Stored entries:
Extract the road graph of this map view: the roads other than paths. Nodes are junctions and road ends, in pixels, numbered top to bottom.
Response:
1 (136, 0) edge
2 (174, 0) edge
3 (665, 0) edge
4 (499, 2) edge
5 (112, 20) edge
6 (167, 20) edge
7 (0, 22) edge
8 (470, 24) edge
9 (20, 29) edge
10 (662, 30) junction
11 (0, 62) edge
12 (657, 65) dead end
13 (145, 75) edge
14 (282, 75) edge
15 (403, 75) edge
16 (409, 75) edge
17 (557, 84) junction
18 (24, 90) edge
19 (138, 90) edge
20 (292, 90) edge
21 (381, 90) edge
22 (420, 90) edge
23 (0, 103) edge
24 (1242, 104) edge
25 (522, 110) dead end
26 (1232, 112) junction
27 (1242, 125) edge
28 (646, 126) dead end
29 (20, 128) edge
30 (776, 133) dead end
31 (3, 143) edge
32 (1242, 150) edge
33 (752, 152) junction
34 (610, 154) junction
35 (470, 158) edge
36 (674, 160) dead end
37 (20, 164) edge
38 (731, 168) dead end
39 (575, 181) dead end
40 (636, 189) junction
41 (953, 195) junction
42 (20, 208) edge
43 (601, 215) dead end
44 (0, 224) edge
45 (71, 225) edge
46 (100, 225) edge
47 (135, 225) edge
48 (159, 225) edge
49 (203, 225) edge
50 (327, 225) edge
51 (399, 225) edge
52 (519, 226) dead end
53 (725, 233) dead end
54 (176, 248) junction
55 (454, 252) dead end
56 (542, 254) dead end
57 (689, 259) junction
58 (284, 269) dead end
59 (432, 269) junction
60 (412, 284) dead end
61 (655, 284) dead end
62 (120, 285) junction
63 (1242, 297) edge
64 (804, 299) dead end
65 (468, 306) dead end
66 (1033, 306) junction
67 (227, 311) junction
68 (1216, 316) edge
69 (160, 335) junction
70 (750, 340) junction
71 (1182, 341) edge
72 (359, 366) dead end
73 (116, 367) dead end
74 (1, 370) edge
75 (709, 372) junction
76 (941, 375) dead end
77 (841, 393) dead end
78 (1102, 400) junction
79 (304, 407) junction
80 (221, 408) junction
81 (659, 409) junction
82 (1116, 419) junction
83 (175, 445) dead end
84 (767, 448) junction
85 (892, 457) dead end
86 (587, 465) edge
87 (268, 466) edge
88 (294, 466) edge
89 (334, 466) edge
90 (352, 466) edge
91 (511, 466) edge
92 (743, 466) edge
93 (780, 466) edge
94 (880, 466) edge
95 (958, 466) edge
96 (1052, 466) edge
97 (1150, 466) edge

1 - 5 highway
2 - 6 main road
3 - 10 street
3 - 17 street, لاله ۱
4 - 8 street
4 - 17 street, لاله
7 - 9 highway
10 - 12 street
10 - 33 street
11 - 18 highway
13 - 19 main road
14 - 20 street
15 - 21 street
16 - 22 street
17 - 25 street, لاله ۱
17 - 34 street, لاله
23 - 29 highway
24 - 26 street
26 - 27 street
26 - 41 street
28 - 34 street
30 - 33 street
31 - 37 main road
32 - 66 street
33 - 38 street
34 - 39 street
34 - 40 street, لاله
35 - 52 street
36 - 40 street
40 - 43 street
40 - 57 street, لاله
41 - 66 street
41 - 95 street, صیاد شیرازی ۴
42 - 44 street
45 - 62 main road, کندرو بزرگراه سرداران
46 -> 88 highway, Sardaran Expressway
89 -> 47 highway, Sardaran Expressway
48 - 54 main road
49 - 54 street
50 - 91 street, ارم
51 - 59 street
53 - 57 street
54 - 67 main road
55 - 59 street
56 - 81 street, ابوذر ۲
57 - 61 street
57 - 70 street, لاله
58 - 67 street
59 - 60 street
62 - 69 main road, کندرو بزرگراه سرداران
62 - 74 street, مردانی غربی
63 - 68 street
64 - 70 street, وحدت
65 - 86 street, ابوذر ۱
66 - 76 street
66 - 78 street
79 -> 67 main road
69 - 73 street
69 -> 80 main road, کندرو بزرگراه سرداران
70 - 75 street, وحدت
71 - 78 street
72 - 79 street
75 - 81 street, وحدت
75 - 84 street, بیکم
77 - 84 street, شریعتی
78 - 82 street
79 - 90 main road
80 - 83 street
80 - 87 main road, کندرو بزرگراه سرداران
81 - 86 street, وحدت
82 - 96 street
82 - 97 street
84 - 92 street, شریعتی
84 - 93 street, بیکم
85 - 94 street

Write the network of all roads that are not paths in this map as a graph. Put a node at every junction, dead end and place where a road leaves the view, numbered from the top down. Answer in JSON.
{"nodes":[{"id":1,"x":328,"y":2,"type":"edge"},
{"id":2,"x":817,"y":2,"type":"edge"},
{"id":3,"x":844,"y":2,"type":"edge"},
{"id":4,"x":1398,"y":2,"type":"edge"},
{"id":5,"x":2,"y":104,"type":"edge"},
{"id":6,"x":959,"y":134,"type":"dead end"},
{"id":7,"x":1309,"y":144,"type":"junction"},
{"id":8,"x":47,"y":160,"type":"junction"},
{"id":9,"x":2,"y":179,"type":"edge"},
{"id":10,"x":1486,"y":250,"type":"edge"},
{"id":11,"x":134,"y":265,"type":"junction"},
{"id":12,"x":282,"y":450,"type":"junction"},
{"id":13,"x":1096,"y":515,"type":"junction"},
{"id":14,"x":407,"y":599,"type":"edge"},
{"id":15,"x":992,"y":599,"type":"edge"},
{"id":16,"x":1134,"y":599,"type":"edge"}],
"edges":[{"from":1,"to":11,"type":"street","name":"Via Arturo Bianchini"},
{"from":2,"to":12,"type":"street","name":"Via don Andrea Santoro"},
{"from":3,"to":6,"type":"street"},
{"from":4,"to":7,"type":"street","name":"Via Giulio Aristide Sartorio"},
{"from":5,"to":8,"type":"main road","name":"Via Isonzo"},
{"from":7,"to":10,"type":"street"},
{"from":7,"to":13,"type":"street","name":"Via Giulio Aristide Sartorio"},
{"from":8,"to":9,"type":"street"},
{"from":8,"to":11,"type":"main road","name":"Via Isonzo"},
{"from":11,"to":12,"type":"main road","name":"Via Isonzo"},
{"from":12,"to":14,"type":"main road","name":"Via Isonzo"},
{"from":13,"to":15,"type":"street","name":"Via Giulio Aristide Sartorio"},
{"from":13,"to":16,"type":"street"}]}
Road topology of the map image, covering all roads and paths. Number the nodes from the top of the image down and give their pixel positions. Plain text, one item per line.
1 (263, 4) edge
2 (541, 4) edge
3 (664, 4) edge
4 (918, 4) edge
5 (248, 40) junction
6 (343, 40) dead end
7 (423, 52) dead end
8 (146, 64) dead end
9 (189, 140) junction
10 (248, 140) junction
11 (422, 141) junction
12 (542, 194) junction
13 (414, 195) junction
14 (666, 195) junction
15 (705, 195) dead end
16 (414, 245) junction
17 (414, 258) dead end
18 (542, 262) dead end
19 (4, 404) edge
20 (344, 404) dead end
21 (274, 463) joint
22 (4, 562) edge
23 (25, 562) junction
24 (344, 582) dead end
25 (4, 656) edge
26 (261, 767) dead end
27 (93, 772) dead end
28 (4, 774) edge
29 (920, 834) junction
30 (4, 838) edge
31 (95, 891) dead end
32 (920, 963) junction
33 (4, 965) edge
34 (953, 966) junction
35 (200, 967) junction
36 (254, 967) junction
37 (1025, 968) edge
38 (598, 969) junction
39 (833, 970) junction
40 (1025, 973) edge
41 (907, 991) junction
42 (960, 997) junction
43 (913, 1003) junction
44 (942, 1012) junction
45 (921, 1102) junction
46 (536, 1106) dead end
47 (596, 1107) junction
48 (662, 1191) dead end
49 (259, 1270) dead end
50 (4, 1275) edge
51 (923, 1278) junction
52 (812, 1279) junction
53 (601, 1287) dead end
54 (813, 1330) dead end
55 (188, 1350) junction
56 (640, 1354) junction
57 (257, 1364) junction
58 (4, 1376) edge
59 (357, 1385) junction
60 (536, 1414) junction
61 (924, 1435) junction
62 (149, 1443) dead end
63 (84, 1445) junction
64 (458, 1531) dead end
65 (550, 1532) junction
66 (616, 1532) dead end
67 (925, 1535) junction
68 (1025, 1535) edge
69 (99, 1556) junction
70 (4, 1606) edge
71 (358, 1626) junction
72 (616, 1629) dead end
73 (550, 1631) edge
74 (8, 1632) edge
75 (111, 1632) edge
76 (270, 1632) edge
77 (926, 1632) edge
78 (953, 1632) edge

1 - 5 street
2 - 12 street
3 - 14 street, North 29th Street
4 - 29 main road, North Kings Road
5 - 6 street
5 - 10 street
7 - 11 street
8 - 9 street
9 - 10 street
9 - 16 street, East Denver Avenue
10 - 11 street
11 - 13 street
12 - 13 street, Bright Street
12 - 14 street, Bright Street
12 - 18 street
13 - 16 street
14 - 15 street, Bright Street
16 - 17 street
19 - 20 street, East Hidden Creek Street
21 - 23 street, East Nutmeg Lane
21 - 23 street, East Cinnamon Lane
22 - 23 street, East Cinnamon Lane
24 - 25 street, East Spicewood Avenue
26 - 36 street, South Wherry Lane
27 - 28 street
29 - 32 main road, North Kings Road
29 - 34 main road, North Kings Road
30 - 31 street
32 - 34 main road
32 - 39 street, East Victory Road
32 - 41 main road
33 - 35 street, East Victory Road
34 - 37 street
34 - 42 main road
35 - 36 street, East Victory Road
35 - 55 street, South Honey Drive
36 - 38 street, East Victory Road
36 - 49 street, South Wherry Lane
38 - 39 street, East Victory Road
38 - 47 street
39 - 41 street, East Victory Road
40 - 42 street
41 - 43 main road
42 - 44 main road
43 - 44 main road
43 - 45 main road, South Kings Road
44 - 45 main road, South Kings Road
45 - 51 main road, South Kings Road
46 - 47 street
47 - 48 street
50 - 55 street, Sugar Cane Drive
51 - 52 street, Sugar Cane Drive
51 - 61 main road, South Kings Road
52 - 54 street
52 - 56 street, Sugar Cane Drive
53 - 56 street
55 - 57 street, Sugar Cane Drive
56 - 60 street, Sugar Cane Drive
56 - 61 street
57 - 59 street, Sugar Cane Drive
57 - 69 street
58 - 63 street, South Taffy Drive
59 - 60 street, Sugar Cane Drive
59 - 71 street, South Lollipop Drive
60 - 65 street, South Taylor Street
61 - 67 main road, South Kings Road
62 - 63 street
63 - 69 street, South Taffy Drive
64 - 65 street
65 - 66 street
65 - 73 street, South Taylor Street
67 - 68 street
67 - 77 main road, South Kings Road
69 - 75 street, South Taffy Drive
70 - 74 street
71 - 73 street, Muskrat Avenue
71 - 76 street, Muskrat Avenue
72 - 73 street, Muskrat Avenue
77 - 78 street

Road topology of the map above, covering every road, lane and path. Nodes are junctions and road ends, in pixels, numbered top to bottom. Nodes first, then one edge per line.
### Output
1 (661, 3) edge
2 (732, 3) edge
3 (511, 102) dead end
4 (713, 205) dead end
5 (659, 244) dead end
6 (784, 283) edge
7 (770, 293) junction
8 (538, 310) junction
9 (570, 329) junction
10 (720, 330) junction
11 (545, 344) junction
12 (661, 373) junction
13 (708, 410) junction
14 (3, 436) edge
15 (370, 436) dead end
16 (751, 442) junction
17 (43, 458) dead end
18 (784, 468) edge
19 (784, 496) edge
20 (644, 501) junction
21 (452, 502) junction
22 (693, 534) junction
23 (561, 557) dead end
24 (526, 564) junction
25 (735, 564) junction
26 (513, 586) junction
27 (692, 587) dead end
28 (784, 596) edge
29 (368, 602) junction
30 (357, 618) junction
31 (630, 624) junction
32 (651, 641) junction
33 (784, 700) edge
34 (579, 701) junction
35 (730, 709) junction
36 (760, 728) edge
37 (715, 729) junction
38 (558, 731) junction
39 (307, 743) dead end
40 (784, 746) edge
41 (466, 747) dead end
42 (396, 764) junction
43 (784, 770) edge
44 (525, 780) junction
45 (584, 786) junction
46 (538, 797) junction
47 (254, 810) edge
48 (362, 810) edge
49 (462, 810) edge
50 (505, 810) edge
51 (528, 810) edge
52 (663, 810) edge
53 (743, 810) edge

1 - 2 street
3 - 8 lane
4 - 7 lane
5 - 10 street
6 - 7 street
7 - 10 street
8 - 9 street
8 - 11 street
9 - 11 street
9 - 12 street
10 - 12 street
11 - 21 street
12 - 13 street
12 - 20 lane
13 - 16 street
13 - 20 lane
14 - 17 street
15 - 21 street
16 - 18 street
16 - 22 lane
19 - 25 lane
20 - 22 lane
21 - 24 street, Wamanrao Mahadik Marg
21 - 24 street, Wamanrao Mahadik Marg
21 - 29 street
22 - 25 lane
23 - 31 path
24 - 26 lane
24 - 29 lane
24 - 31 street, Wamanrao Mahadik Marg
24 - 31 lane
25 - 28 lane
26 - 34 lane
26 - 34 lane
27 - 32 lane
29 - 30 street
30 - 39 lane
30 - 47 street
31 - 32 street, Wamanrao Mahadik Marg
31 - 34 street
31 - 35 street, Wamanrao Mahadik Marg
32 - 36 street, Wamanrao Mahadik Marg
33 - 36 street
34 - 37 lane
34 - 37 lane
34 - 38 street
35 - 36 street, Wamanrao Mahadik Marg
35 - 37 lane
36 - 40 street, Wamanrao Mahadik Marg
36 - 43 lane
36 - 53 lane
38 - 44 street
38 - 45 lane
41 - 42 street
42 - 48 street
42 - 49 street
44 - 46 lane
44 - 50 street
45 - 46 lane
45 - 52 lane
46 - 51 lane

## Work order
Show every line of the data in which the word "کندرو" appears.

## Output below
45 - 62 main road, کندرو بزرگراه سرداران
62 - 69 main road, کندرو بزرگراه سرداران
69 -> 80 main road, کندرو بزرگراه سرداران
80 - 87 main road, کندرو بزرگراه سرداران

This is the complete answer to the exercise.